In terms of performance, to be absolutely frank, one baby press camera is much like any other - that is to say, they're all, if in good working order, capable of producing excellent results, and are able to let the photographer explore medium format to it's absolute fullest. The differences are slight, and mostly irrelevant, but I hope to explore three or four of the most common of these cameras in depth, as information about them - particularly second- or third-hand - is often, at best, incomplete. Most will be found with a lens in the 101mm to 115mm range, usually f/4.5, which is "normal" for 6x9. Fitted with a 6x6 rollfilm back, this is an excellent length for portraiture.

A press camera - of any size - is a jack of all trades.
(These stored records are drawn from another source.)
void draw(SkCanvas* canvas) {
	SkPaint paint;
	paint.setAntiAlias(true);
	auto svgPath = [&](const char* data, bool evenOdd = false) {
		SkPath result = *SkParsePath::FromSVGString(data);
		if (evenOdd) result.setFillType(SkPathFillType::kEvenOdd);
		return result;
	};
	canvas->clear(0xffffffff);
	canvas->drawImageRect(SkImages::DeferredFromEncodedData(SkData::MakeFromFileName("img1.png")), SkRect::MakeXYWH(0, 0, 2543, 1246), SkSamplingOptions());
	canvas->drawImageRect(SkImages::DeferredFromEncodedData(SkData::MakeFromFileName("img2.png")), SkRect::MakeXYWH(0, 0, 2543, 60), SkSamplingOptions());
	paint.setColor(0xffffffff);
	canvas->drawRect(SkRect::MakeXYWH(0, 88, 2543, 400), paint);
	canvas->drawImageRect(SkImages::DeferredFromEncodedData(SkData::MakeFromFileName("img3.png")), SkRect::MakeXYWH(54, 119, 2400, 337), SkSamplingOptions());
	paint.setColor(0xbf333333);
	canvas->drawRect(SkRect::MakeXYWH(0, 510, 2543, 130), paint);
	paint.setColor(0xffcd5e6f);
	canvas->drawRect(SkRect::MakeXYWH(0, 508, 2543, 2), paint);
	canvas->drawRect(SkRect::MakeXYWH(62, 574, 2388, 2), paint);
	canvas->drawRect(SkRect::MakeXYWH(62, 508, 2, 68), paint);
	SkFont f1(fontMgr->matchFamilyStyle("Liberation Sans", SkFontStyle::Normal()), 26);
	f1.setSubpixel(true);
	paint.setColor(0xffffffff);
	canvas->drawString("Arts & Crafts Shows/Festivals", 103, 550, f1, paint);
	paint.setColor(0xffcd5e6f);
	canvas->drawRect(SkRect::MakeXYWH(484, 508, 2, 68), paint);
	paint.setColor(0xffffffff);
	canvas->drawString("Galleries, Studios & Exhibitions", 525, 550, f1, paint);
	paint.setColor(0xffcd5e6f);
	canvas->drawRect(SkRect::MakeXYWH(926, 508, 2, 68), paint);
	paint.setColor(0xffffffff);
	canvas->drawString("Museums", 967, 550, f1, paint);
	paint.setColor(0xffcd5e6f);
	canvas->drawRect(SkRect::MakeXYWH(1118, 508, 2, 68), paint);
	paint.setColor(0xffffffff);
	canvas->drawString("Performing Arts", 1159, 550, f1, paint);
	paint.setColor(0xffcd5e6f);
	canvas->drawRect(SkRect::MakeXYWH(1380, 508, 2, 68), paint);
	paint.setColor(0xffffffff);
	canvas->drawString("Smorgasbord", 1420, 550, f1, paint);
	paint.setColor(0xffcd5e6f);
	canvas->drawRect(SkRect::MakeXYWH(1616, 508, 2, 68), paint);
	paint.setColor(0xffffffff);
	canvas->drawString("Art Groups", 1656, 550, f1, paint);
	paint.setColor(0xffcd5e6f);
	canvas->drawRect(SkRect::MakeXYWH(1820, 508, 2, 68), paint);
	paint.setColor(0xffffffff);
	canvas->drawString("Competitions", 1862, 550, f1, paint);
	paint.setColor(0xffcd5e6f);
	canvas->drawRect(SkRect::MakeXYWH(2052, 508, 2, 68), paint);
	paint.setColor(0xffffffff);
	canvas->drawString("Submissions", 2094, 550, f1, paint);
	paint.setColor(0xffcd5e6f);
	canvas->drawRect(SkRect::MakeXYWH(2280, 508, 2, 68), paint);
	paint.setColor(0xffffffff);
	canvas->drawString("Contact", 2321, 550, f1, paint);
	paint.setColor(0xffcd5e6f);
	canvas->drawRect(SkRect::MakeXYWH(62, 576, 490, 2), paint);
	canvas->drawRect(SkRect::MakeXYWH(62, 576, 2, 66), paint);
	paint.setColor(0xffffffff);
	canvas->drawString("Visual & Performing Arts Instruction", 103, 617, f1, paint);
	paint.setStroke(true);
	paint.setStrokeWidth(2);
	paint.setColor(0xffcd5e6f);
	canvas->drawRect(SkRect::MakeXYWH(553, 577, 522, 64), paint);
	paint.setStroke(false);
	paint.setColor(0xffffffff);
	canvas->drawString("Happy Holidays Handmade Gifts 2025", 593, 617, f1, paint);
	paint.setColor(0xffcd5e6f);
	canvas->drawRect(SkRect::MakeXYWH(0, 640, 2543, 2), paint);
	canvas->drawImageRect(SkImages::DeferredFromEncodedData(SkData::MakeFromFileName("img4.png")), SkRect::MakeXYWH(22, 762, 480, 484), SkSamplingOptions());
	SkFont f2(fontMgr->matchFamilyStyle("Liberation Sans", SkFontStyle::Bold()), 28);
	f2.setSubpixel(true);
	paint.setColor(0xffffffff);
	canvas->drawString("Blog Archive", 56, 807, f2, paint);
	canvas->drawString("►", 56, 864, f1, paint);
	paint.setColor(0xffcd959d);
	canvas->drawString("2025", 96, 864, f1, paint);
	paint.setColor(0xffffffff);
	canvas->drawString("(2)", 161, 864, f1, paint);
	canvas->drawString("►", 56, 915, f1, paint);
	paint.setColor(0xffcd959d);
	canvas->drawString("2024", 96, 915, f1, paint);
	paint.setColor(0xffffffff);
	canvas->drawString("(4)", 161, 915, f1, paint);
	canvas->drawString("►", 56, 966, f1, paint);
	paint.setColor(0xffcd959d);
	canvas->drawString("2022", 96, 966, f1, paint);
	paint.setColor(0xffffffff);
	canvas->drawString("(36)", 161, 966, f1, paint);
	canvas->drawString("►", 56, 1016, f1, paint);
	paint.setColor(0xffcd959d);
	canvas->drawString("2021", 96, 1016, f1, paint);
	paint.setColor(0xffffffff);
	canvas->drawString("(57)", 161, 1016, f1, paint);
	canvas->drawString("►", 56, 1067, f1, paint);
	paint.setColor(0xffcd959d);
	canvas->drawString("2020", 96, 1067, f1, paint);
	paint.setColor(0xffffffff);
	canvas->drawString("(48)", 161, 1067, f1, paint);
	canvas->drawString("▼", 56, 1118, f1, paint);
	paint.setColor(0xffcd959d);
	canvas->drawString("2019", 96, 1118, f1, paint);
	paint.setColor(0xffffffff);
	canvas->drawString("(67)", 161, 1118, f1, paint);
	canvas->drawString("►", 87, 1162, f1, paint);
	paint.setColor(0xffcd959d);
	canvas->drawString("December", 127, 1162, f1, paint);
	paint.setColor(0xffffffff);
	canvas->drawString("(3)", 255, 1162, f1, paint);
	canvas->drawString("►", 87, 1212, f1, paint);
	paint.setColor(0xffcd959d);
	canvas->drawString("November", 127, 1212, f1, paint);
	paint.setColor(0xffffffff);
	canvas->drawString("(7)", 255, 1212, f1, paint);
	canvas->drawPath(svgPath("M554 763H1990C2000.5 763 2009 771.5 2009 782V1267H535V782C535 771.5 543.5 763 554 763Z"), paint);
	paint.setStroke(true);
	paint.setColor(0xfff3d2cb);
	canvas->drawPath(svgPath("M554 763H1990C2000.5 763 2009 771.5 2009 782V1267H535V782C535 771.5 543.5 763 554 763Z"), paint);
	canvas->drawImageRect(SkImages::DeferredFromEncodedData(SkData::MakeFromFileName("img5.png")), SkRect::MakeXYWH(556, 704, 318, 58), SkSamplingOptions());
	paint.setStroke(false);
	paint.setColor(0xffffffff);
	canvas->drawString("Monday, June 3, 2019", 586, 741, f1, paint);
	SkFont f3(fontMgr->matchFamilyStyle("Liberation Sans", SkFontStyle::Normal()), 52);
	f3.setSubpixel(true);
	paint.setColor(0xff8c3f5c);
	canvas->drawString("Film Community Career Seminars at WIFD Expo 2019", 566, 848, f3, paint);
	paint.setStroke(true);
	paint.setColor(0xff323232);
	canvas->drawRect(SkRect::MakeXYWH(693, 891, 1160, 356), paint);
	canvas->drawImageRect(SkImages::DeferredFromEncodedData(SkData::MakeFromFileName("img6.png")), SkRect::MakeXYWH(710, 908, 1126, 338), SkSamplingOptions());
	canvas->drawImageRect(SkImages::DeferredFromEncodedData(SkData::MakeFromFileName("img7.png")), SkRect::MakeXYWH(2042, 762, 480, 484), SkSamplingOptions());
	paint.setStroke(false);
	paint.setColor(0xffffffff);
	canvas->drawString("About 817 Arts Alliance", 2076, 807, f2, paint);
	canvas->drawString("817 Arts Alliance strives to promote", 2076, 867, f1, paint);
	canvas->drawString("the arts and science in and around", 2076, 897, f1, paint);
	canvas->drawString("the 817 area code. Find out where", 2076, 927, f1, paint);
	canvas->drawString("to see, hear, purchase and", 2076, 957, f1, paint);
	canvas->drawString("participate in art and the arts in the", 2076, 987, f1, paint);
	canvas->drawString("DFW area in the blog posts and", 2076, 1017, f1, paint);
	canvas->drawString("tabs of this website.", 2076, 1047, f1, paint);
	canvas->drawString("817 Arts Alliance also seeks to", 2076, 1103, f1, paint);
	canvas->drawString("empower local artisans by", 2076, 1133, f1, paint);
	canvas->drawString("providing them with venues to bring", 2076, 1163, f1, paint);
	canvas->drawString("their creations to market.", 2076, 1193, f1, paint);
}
On a tripod, they make excellent landsape and pictoral cameras and have more than enough movements for the vast majority of reasonable applications. Handheld, they're excellent - and fun! - reportage cameras, if you can live with the slow lenses and shallow depth of field inherent in larger formats. In the studio they are excellent for portraiture, as already mentioned, and readily impersonate ridiculously expensive technical cameras.

In their day, these were professional cameras, well built - even overbuilt - and designed for the rigors of daily use and abuse. There were no cheap "WalMart Special" press cameras, no "entry-level consumer" ones; the few "store-brand" models were just rebadged first-name cameras (Burke and James of Chicago made all of Sears' press cameras, for instance, and except the the nameplates they're absolutely identical to B&J's own cameras of the same era). Even the least expensive lenses - f/4.5 triplets like Optars, Trioptars, Raptars, and Velostigmats - were excellent performers then and still good today. Some - like the relatively common Kodak 101mm f/4.5 Ektar - are still considered by many to be one of the, if not the, best lenses of their focal length and coverage. As glass plates fell out of fashion, a lot of photographers back then - and a lot of photographers today - fit to their press cameras excellent lenses off of old plate-only view and field cameras, such as Zeiss' 12cm, f/4.5 Tessar.

Much as with any other camera, a press camera is a just a light-tight box (and bellows!) with a lens, shutter, and means of exposing film. There are minor differences between them all, of course, but in practical use almost none. Unless you have some sentimental, aesthetic, or personal reason for wanting a particular marque or model of 2x3 camera, you'd do best to look for a specific lens - such as a Tessar or Ektar, perhaps - or a specific shutter (perhaps one with X-sync for electronic flash). In the absence of other concerns, shop on price and condition, particularly that of the bellows. A camera that rode around in the trunk of a reporter's or policeman's car for a decade may be well battered on the outside - usually nothing a good cleaning and some leather conditioners can't fix - but the condition of the bellows - hopefully protected from wear and tear - are far more important than the body covering. A new 2x3 bellows costs around $150 USD in 2006, which is as nearly as much as, and often more than, the camera is likely to cost.


Busch's Pressman

One of the most common - and most affordable - 2x3 press cameras is the "Pressman C", made by the Busch Precision Camera Corporation of Chicago. A wood-and-metal camera wrapped in black leather, it looks much like any other classic press camera. Unlike the Speed Graphic, it has no focal-plane shutter, and no Pressman was ever made with a Graflok back, the tres-desirable rear end that allows the easy attachment of rollfilm holders and the like. These two deficiencies keep it's selling price under - often well under - $200, with lens, shutter, and accessories.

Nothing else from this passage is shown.